Exercise instructions -
From the listing that follows, output everything exactly except the pictures.

────────────────────────────────────────

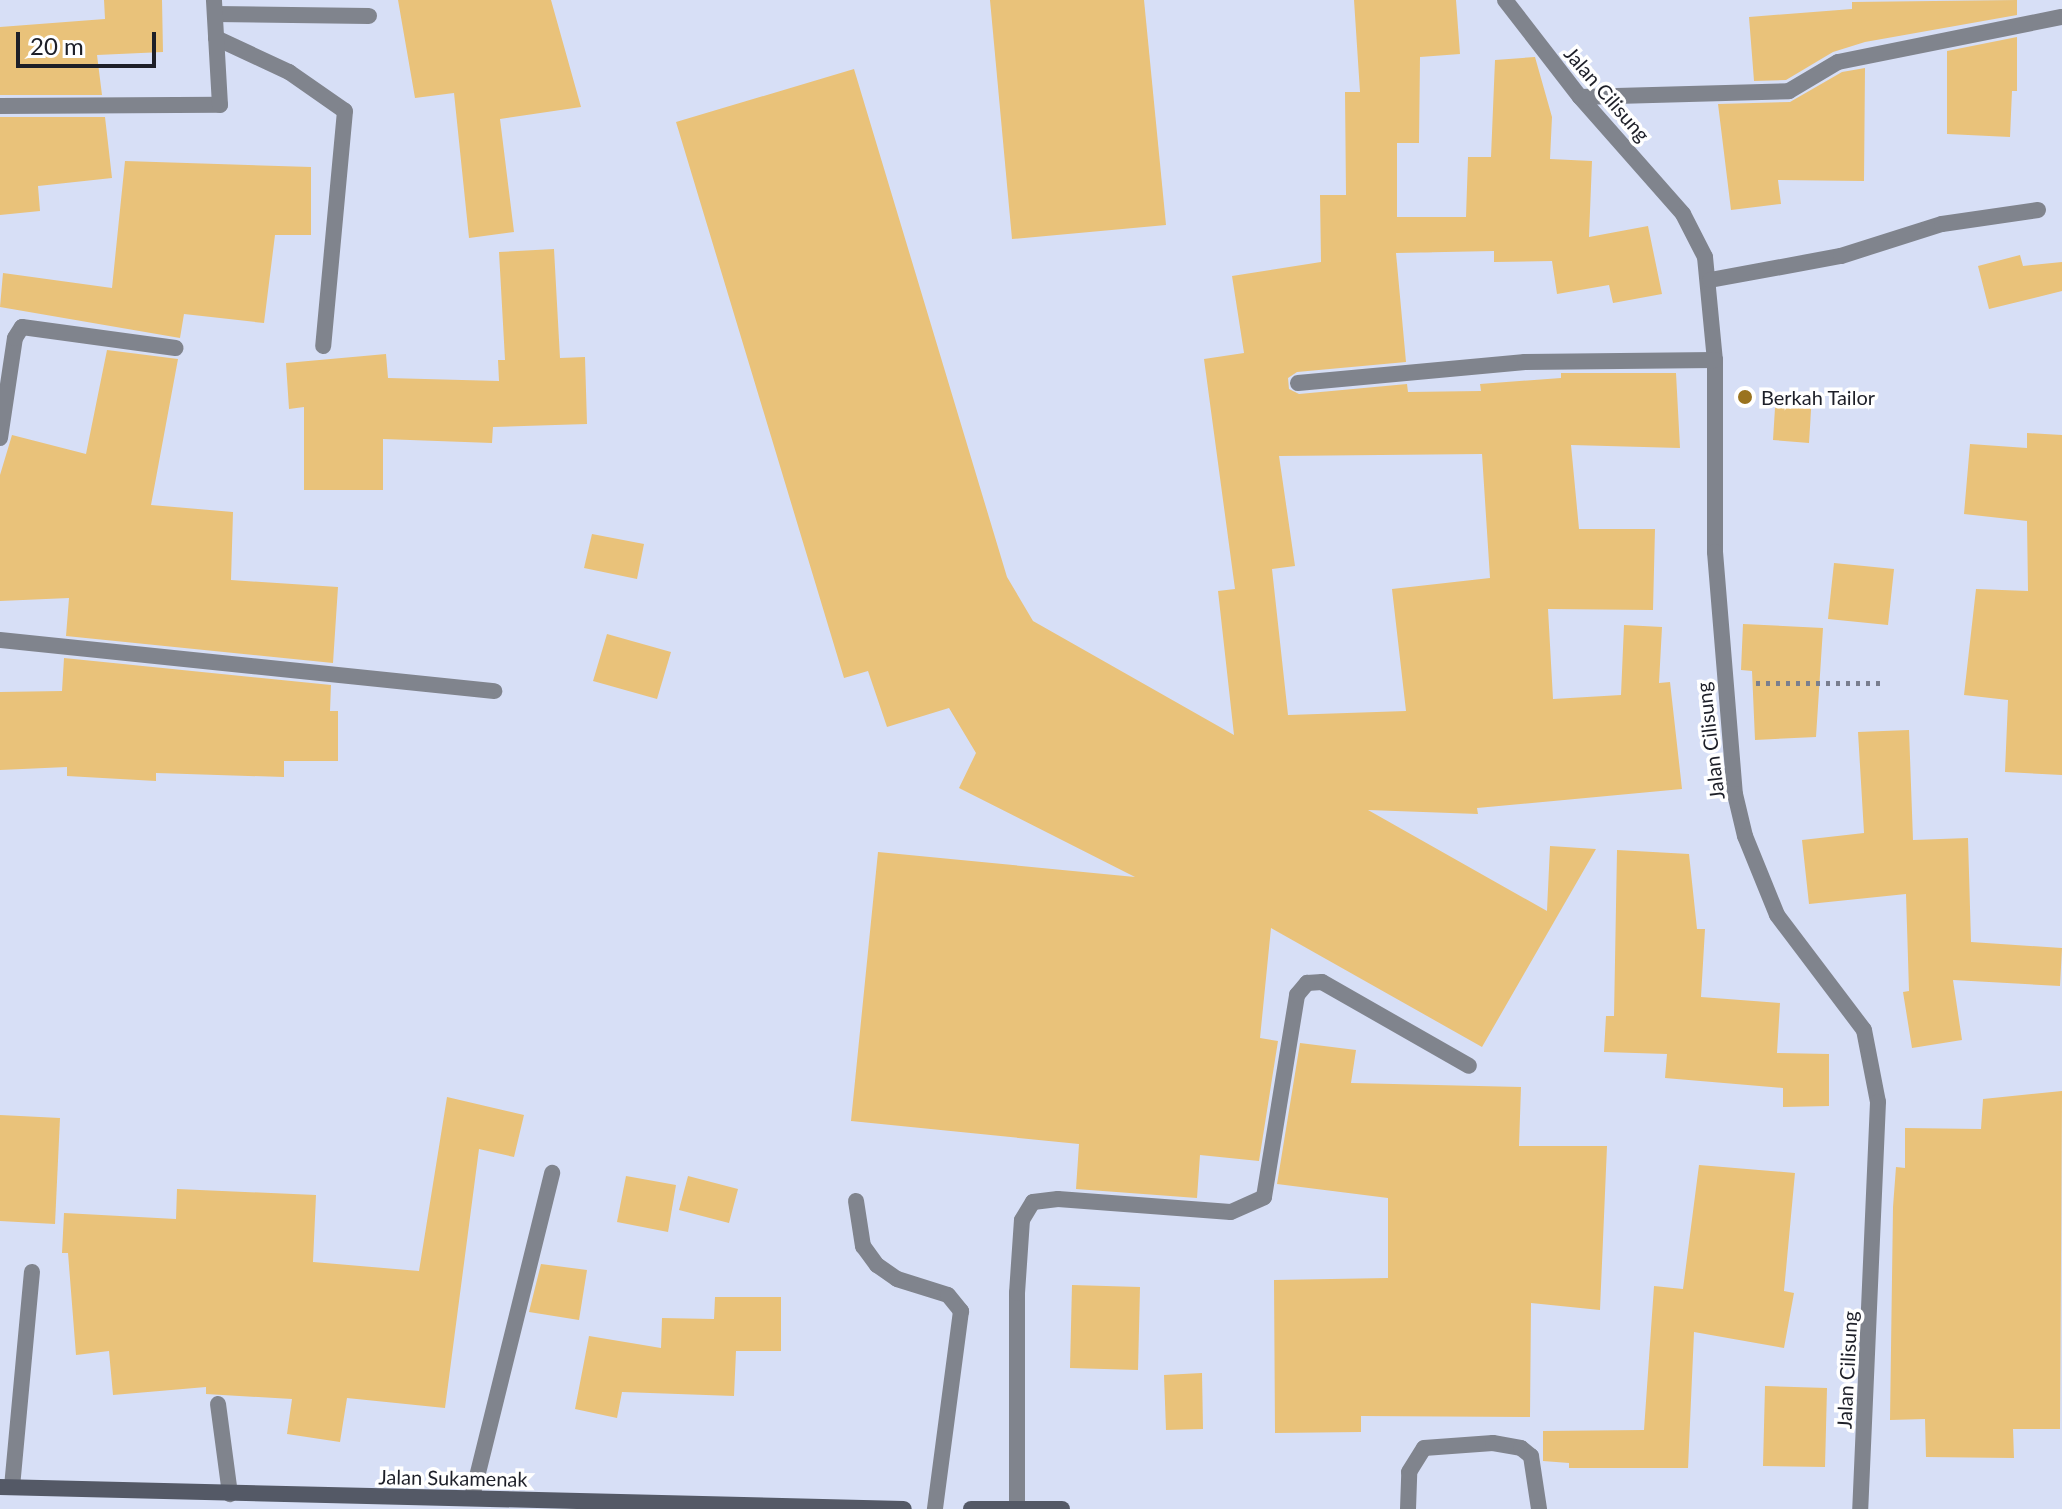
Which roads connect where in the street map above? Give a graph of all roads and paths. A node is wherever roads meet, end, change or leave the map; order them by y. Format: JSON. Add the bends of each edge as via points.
{"nodes":[{"id":1,"x":1505,"y":0,"type":"edge"},
{"id":2,"x":215,"y":7,"type":"edge"},
{"id":3,"x":369,"y":16,"type":"dead end"},
{"id":4,"x":2062,"y":17,"type":"edge"},
{"id":5,"x":216,"y":38,"type":"junction"},
{"id":6,"x":1580,"y":97,"type":"junction"},
{"id":7,"x":0,"y":106,"type":"edge"},
{"id":8,"x":2038,"y":210,"type":"dead end"},
{"id":9,"x":1710,"y":280,"type":"junction"},
{"id":10,"x":323,"y":346,"type":"dead end"},
{"id":11,"x":176,"y":348,"type":"dead end"},
{"id":12,"x":1715,"y":360,"type":"junction"},
{"id":13,"x":1298,"y":383,"type":"dead end"},
{"id":14,"x":0,"y":438,"type":"edge"},
{"id":15,"x":0,"y":640,"type":"edge"},
{"id":16,"x":1881,"y":683,"type":"dead end"},
{"id":17,"x":1723,"y":686,"type":"junction"},
{"id":18,"x":494,"y":691,"type":"dead end"},
{"id":19,"x":1469,"y":1066,"type":"dead end"},
{"id":20,"x":552,"y":1173,"type":"dead end"},
{"id":21,"x":856,"y":1201,"type":"dead end"},
{"id":22,"x":32,"y":1272,"type":"dead end"},
{"id":23,"x":218,"y":1404,"type":"dead end"},
{"id":24,"x":6,"y":1487,"type":"edge"},
{"id":25,"x":230,"y":1494,"type":"junction"},
{"id":26,"x":472,"y":1497,"type":"junction"},
{"id":27,"x":699,"y":1506,"type":"edge"},
{"id":28,"x":659,"y":1507,"type":"edge"},
{"id":29,"x":788,"y":1507,"type":"edge"},
{"id":30,"x":1017,"y":1507,"type":"edge"},
{"id":31,"x":904,"y":1509,"type":"edge"},
{"id":32,"x":935,"y":1509,"type":"edge"},
{"id":33,"x":971,"y":1509,"type":"edge"},
{"id":34,"x":1062,"y":1509,"type":"edge"},
{"id":35,"x":1408,"y":1509,"type":"edge"},
{"id":36,"x":1539,"y":1509,"type":"edge"},
{"id":37,"x":1860,"y":1509,"type":"edge"}],
"edges":[{"from":1,"to":6,"type":"street","name":"Jalan Cilisung"},
{"from":2,"to":3,"type":"street"},
{"from":2,"to":5,"type":"street"},
{"from":4,"to":6,"type":"street","via":[[1838,62],[1789,91]]},
{"from":5,"to":7,"type":"street","via":[[220,105]]},
{"from":5,"to":10,"type":"street","via":[[289,72],[345,111]]},
{"from":6,"to":9,"type":"street","name":"Jalan Cilisung","via":[[1683,214],[1705,257]]},
{"from":8,"to":9,"type":"street","via":[[1942,224],[1841,256]]},
{"from":9,"to":12,"type":"street","name":"Jalan Cilisung"},
{"from":11,"to":14,"type":"street","via":[[22,327],[15,338]]},
{"from":12,"to":13,"type":"street","via":[[1525,362]]},
{"from":12,"to":17,"type":"street","name":"Jalan Cilisung","via":[[1715,552]]},
{"from":15,"to":18,"type":"street"},
{"from":16,"to":17,"type":"path"},
{"from":17,"to":37,"type":"street","name":"Jalan Cilisung","via":[[1735,794],[1762,882],[1800,950],[1864,1030],[1873,1065],[1878,1138]]},
{"from":19,"to":30,"type":"street","via":[[1322,982],[1307,983],[1297,995],[1264,1197],[1231,1212],[1058,1199],[1033,1202],[1022,1220],[1017,1293]]},
{"from":20,"to":26,"type":"street"},
{"from":21,"to":32,"type":"street","via":[[863,1246],[877,1265],[897,1279],[948,1295],[961,1311]]},
{"from":22,"to":24,"type":"street"},
{"from":23,"to":25,"type":"street"},
{"from":24,"to":25,"type":"main road","name":"Jalan Sukamenak"},
{"from":25,"to":26,"type":"main road","name":"Jalan Sukamenak"},
{"from":26,"to":28,"type":"main road","name":"Jalan Sukamenak"},
{"from":27,"to":28,"type":"main road","name":"Jalan Sukamenak"},
{"from":27,"to":29,"type":"main road","name":"Jalan Sukamenak"},
{"from":29,"to":31,"type":"main road","name":"Jalan Sukamenak"},
{"from":30,"to":33,"type":"main road"},
{"from":30,"to":34,"type":"main road"},
{"from":35,"to":36,"type":"street","via":[[1409,1472],[1424,1448],[1493,1443],[1521,1448],[1531,1456]]}]}
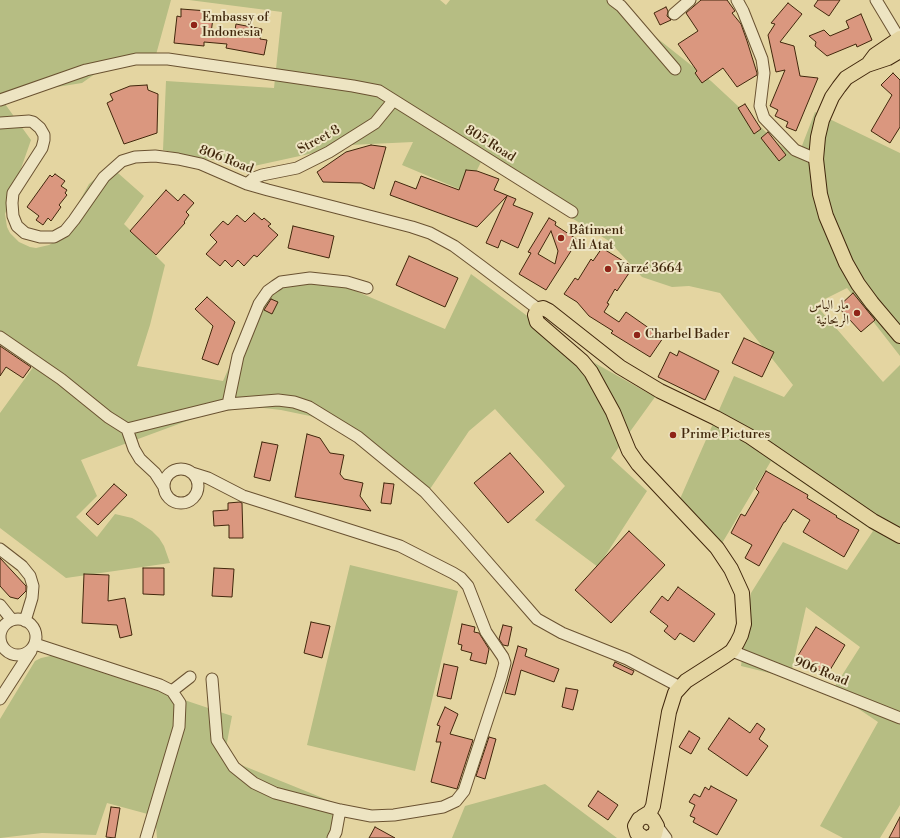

────────────────────────────────────────

Response for this exercise -
Which roads connect where in the street map above? Give a graph of all roads and paths. A node is wherever roads meet, end, change or leave the map; order them by y. Format: JSON. Add the bends of each edge as via points.
{"nodes":[{"id":1,"x":1505,"y":0,"type":"edge"},
{"id":2,"x":215,"y":7,"type":"edge"},
{"id":3,"x":369,"y":16,"type":"dead end"},
{"id":4,"x":2062,"y":17,"type":"edge"},
{"id":5,"x":216,"y":38,"type":"junction"},
{"id":6,"x":1580,"y":97,"type":"junction"},
{"id":7,"x":0,"y":106,"type":"edge"},
{"id":8,"x":2038,"y":210,"type":"dead end"},
{"id":9,"x":1710,"y":280,"type":"junction"},
{"id":10,"x":323,"y":346,"type":"dead end"},
{"id":11,"x":176,"y":348,"type":"dead end"},
{"id":12,"x":1715,"y":360,"type":"junction"},
{"id":13,"x":1298,"y":383,"type":"dead end"},
{"id":14,"x":0,"y":438,"type":"edge"},
{"id":15,"x":0,"y":640,"type":"edge"},
{"id":16,"x":1881,"y":683,"type":"dead end"},
{"id":17,"x":1723,"y":686,"type":"junction"},
{"id":18,"x":494,"y":691,"type":"dead end"},
{"id":19,"x":1469,"y":1066,"type":"dead end"},
{"id":20,"x":552,"y":1173,"type":"dead end"},
{"id":21,"x":856,"y":1201,"type":"dead end"},
{"id":22,"x":32,"y":1272,"type":"dead end"},
{"id":23,"x":218,"y":1404,"type":"dead end"},
{"id":24,"x":6,"y":1487,"type":"edge"},
{"id":25,"x":230,"y":1494,"type":"junction"},
{"id":26,"x":472,"y":1497,"type":"junction"},
{"id":27,"x":699,"y":1506,"type":"edge"},
{"id":28,"x":659,"y":1507,"type":"edge"},
{"id":29,"x":788,"y":1507,"type":"edge"},
{"id":30,"x":1017,"y":1507,"type":"edge"},
{"id":31,"x":904,"y":1509,"type":"edge"},
{"id":32,"x":935,"y":1509,"type":"edge"},
{"id":33,"x":971,"y":1509,"type":"edge"},
{"id":34,"x":1062,"y":1509,"type":"edge"},
{"id":35,"x":1408,"y":1509,"type":"edge"},
{"id":36,"x":1539,"y":1509,"type":"edge"},
{"id":37,"x":1860,"y":1509,"type":"edge"}],
"edges":[{"from":1,"to":6,"type":"street","name":"Jalan Cilisung"},
{"from":2,"to":3,"type":"street"},
{"from":2,"to":5,"type":"street"},
{"from":4,"to":6,"type":"street","via":[[1838,62],[1789,91]]},
{"from":5,"to":7,"type":"street","via":[[220,105]]},
{"from":5,"to":10,"type":"street","via":[[289,72],[345,111]]},
{"from":6,"to":9,"type":"street","name":"Jalan Cilisung","via":[[1683,214],[1705,257]]},
{"from":8,"to":9,"type":"street","via":[[1942,224],[1841,256]]},
{"from":9,"to":12,"type":"street","name":"Jalan Cilisung"},
{"from":11,"to":14,"type":"street","via":[[22,327],[15,338]]},
{"from":12,"to":13,"type":"street","via":[[1525,362]]},
{"from":12,"to":17,"type":"street","name":"Jalan Cilisung","via":[[1715,552]]},
{"from":15,"to":18,"type":"street"},
{"from":16,"to":17,"type":"path"},
{"from":17,"to":37,"type":"street","name":"Jalan Cilisung","via":[[1735,794],[1762,882],[1800,950],[1864,1030],[1873,1065],[1878,1138]]},
{"from":19,"to":30,"type":"street","via":[[1322,982],[1307,983],[1297,995],[1264,1197],[1231,1212],[1058,1199],[1033,1202],[1022,1220],[1017,1293]]},
{"from":20,"to":26,"type":"street"},
{"from":21,"to":32,"type":"street","via":[[863,1246],[877,1265],[897,1279],[948,1295],[961,1311]]},
{"from":22,"to":24,"type":"street"},
{"from":23,"to":25,"type":"street"},
{"from":24,"to":25,"type":"main road","name":"Jalan Sukamenak"},
{"from":25,"to":26,"type":"main road","name":"Jalan Sukamenak"},
{"from":26,"to":28,"type":"main road","name":"Jalan Sukamenak"},
{"from":27,"to":28,"type":"main road","name":"Jalan Sukamenak"},
{"from":27,"to":29,"type":"main road","name":"Jalan Sukamenak"},
{"from":29,"to":31,"type":"main road","name":"Jalan Sukamenak"},
{"from":30,"to":33,"type":"main road"},
{"from":30,"to":34,"type":"main road"},
{"from":35,"to":36,"type":"street","via":[[1409,1472],[1424,1448],[1493,1443],[1521,1448],[1531,1456]]}]}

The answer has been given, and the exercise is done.